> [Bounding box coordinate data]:
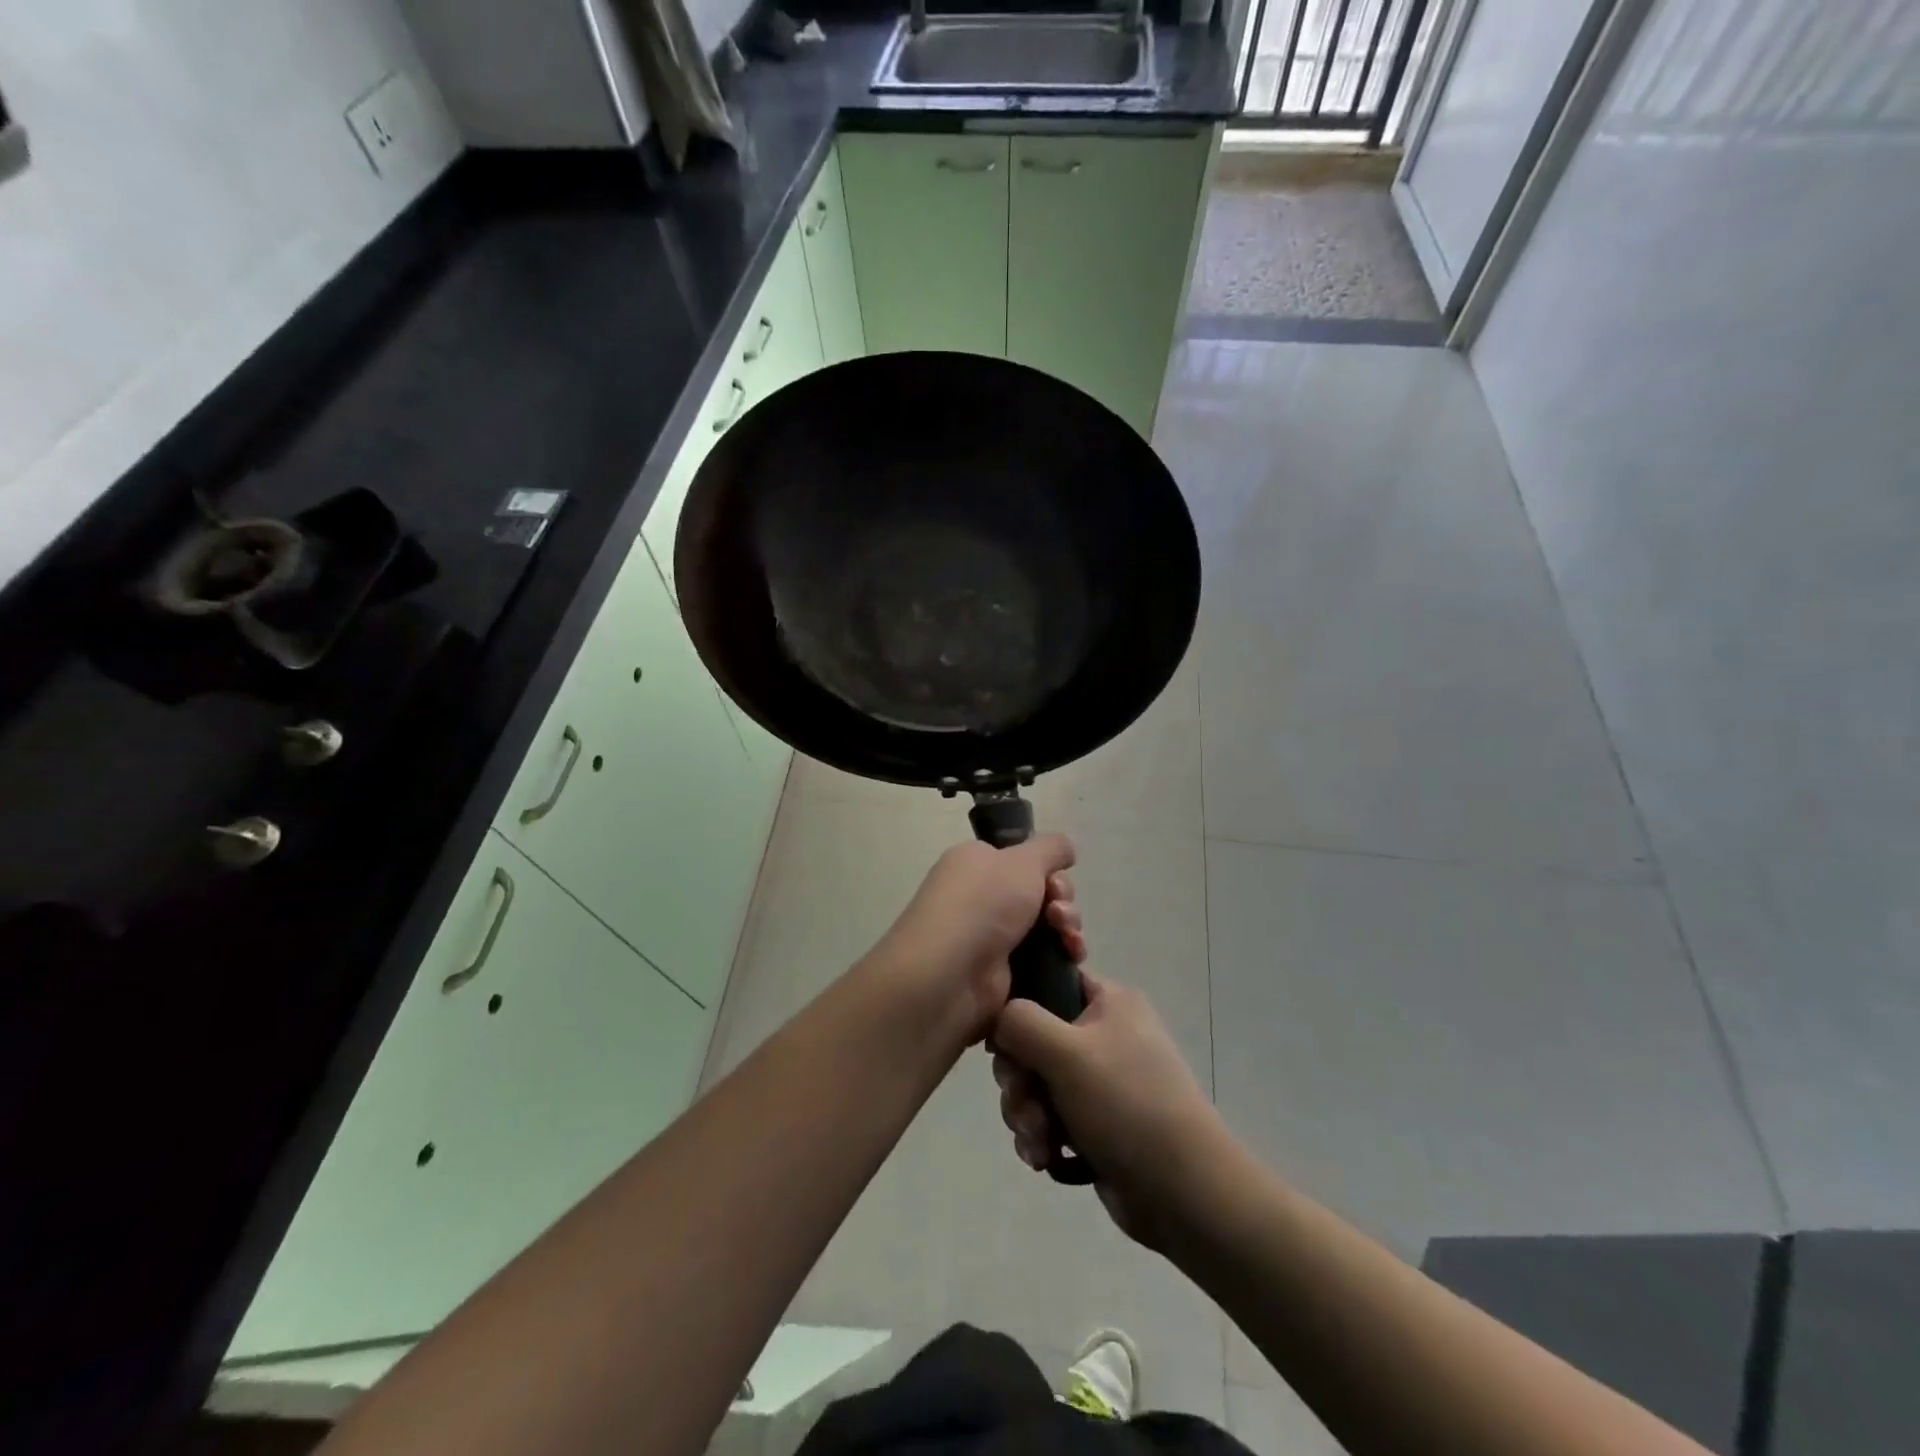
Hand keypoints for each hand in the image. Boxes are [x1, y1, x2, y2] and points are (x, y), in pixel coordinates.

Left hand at [868, 835, 1079, 1042]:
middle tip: (1058, 914)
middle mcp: (982, 898)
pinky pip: (1043, 960)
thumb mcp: (1022, 860)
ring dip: (1067, 930)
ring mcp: (992, 938)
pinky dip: (1062, 958)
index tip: (1054, 882)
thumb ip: (1050, 848)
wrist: (950, 974)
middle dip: (1062, 902)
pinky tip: (1071, 960)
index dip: (1048, 871)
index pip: (1023, 861)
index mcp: (977, 864)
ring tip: (1068, 941)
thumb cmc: (983, 904)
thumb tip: (1065, 849)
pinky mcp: (1002, 974)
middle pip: (1041, 894)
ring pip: (1047, 928)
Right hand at [991, 972, 1227, 1248]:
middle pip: (1033, 1039)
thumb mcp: (1067, 1052)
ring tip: (1039, 1144)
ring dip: (1027, 1114)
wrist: (1184, 1194)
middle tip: (1026, 1106)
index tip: (1002, 1043)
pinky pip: (1050, 1116)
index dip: (1018, 1010)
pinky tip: (1045, 1159)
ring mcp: (1101, 1080)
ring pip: (1037, 1082)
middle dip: (1020, 1080)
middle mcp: (1105, 1033)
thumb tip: (998, 1017)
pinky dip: (1043, 1136)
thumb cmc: (1126, 1105)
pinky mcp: (1095, 1122)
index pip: (1048, 982)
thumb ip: (1020, 1022)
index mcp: (1108, 1002)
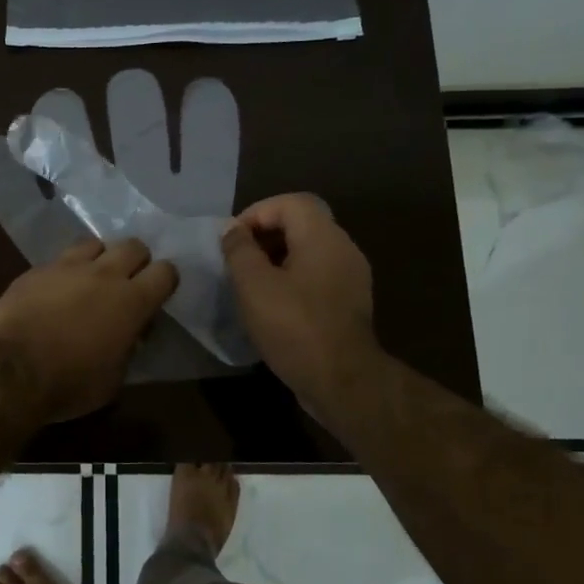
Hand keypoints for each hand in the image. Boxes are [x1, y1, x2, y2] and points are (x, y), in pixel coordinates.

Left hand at [0, 238, 179, 422]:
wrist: (11, 371)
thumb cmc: (70, 383)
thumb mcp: (114, 378)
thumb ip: (128, 348)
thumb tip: (129, 335)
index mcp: (132, 301)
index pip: (166, 272)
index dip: (166, 281)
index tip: (157, 295)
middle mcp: (104, 274)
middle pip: (133, 246)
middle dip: (136, 261)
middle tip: (127, 282)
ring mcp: (67, 267)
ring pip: (94, 243)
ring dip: (100, 258)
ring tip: (91, 278)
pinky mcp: (36, 270)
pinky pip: (59, 259)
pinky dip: (65, 271)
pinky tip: (56, 290)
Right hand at [220, 194, 381, 420]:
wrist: (342, 381)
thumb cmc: (294, 327)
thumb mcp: (254, 286)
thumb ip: (240, 250)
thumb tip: (232, 230)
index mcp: (323, 236)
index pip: (290, 202)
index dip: (256, 213)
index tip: (232, 240)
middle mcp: (343, 248)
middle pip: (302, 223)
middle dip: (265, 235)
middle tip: (238, 259)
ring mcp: (351, 277)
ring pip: (310, 251)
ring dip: (277, 259)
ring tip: (250, 282)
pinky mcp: (350, 303)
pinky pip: (318, 275)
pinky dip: (293, 279)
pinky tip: (272, 304)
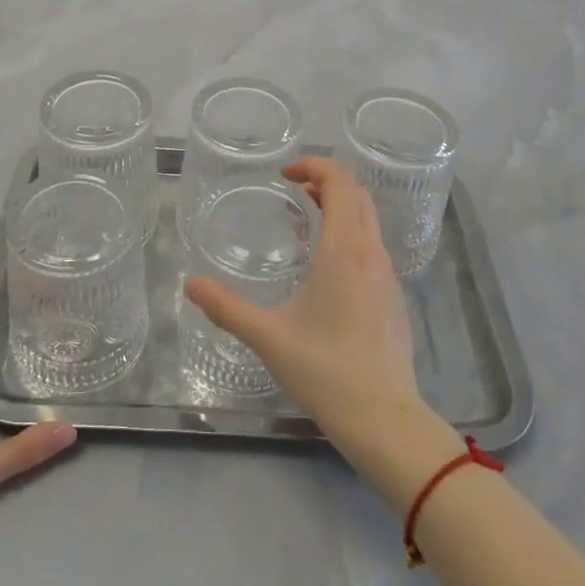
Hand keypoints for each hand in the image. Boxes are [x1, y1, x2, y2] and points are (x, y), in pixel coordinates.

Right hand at [184, 157, 419, 445]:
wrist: (386, 420)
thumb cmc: (326, 371)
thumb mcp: (268, 337)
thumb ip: (226, 308)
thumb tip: (190, 284)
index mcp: (343, 250)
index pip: (339, 181)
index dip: (313, 165)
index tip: (284, 174)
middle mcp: (371, 253)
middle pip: (357, 193)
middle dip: (326, 181)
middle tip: (294, 191)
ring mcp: (388, 275)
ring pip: (369, 219)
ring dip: (341, 206)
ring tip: (308, 221)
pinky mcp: (394, 297)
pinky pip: (374, 245)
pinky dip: (351, 233)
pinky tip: (328, 267)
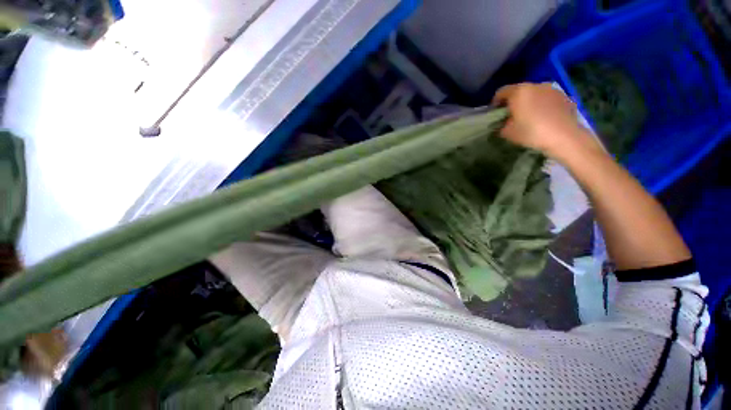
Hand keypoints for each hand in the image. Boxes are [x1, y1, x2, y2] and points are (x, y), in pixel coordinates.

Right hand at [492, 83, 600, 160]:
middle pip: (519, 91)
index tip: (495, 113)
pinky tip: (543, 118)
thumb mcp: (508, 133)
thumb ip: (502, 125)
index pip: (501, 92)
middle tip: (511, 115)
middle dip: (513, 101)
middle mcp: (535, 85)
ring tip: (529, 116)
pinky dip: (543, 105)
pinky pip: (548, 99)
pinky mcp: (564, 97)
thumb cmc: (531, 132)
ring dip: (529, 102)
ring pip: (535, 94)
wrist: (564, 137)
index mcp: (519, 92)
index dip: (496, 102)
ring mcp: (552, 90)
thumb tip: (503, 123)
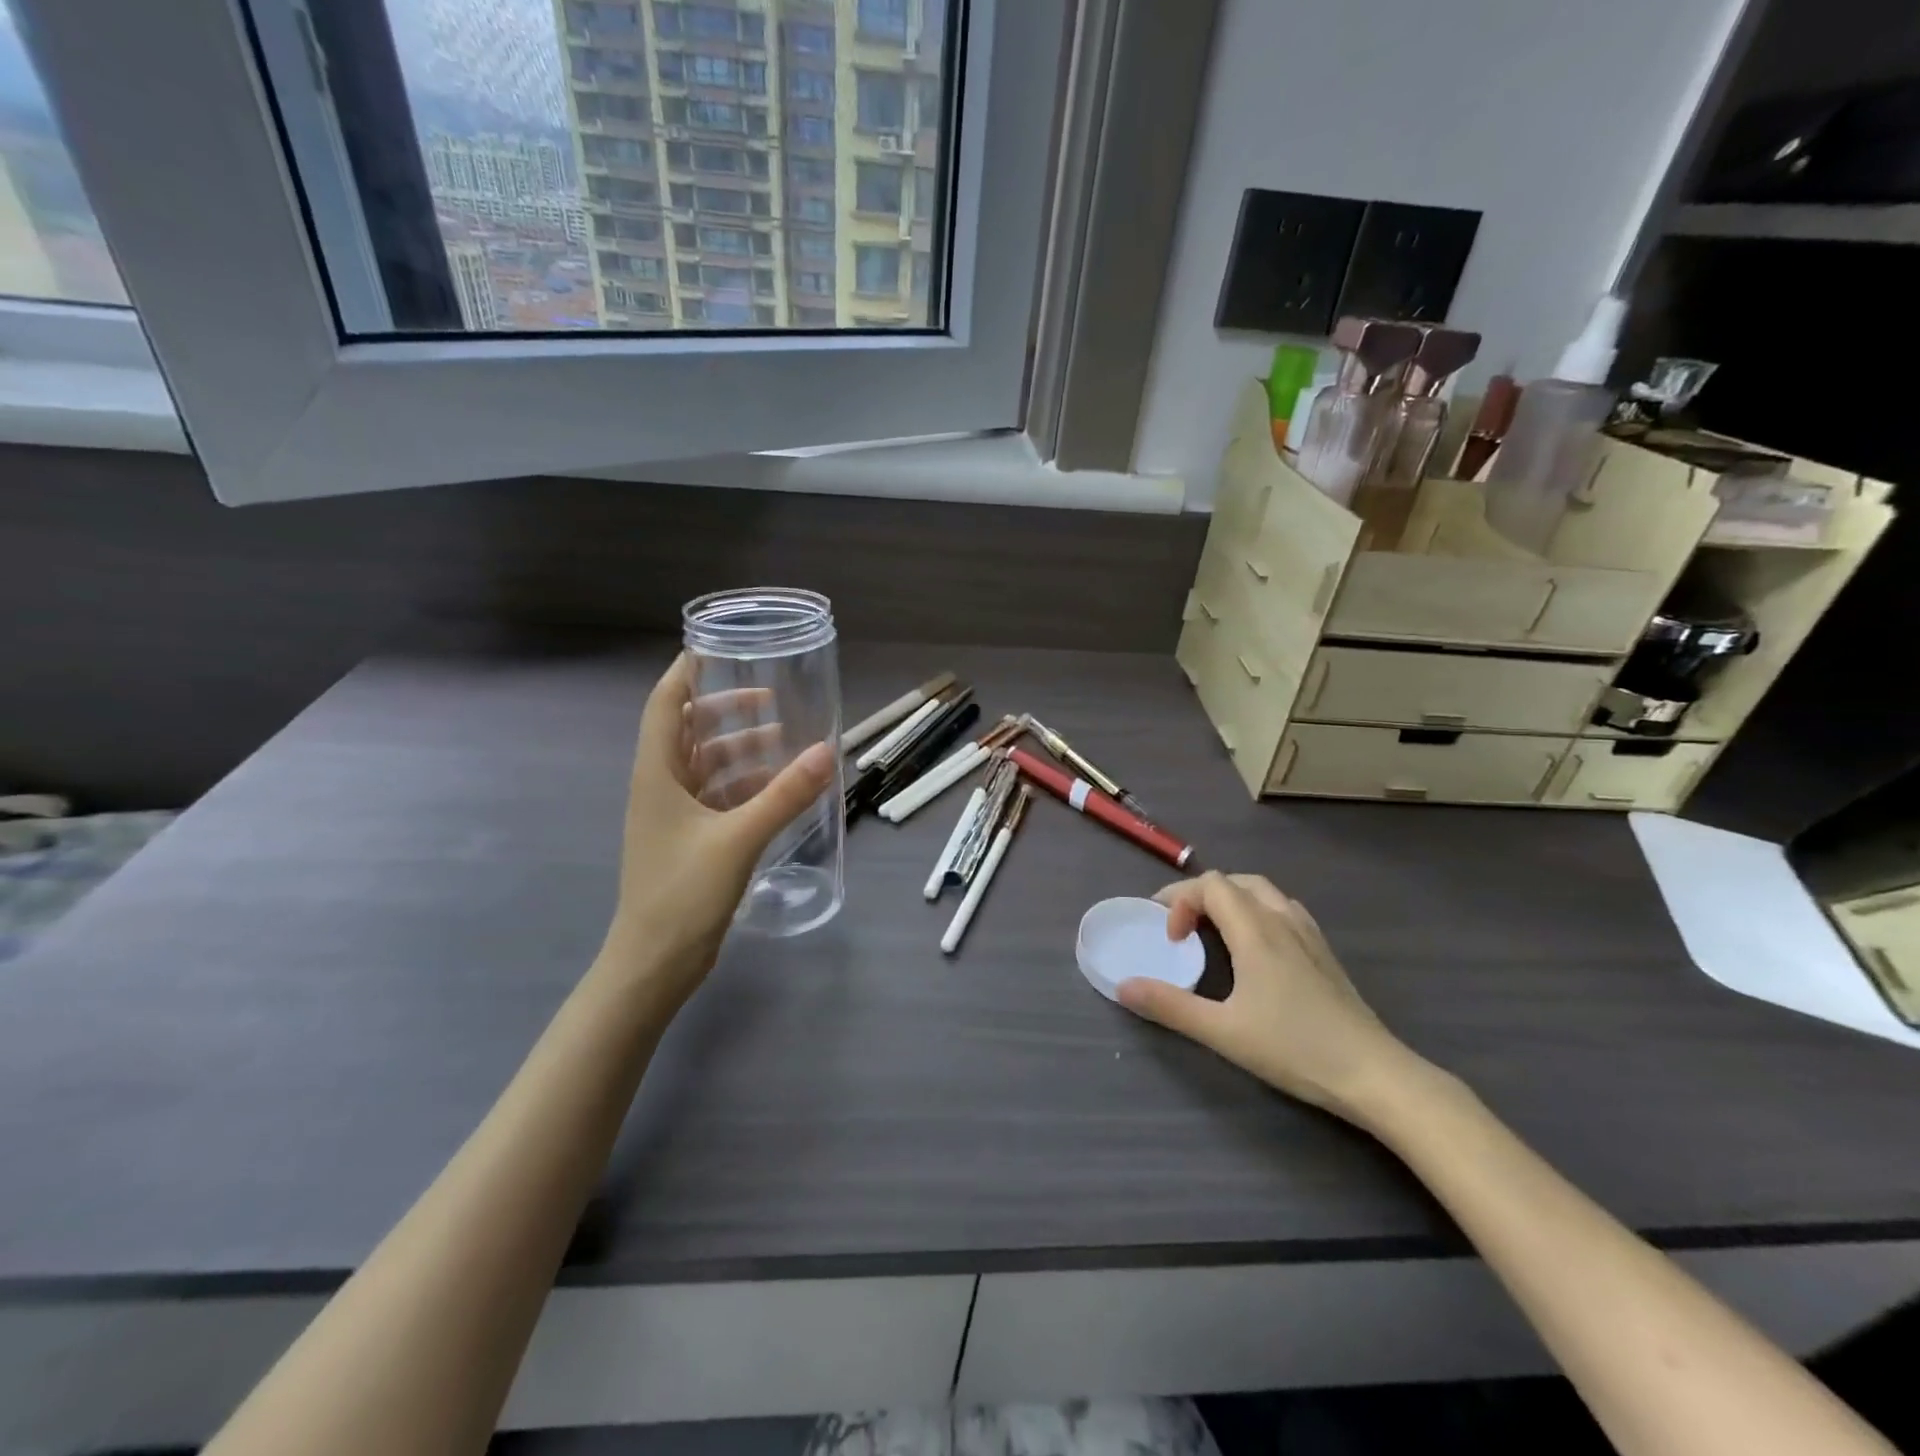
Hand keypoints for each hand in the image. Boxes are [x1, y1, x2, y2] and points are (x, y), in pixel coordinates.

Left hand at [600, 655, 834, 1008]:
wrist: (654, 963)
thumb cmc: (683, 892)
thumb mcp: (739, 838)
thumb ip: (785, 794)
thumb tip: (827, 751)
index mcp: (657, 774)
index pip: (666, 704)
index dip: (686, 672)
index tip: (717, 648)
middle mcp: (661, 786)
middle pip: (689, 731)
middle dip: (726, 710)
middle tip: (770, 699)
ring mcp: (674, 816)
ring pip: (707, 766)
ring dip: (741, 750)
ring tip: (784, 741)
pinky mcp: (690, 841)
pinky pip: (719, 797)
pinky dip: (746, 785)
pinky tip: (778, 788)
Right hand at [1117, 872, 1432, 1129]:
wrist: (1374, 1074)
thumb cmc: (1294, 1048)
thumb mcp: (1223, 1032)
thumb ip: (1170, 1006)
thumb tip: (1124, 986)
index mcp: (1255, 930)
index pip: (1210, 885)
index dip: (1179, 900)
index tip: (1170, 940)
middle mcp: (1281, 919)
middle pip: (1234, 881)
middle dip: (1199, 896)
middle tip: (1181, 929)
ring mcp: (1308, 933)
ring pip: (1262, 891)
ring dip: (1230, 900)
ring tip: (1213, 932)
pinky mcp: (1324, 951)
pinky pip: (1283, 908)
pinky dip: (1256, 911)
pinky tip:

> [Try it]: Copy all lines from the data that hold the word "Left".

> [Expected output]:
Left hand at [868, 835, 1079, 1042]:
Left hand at [0, 238, 179, 422]:
Left hand at [600, 655, 834, 1008]:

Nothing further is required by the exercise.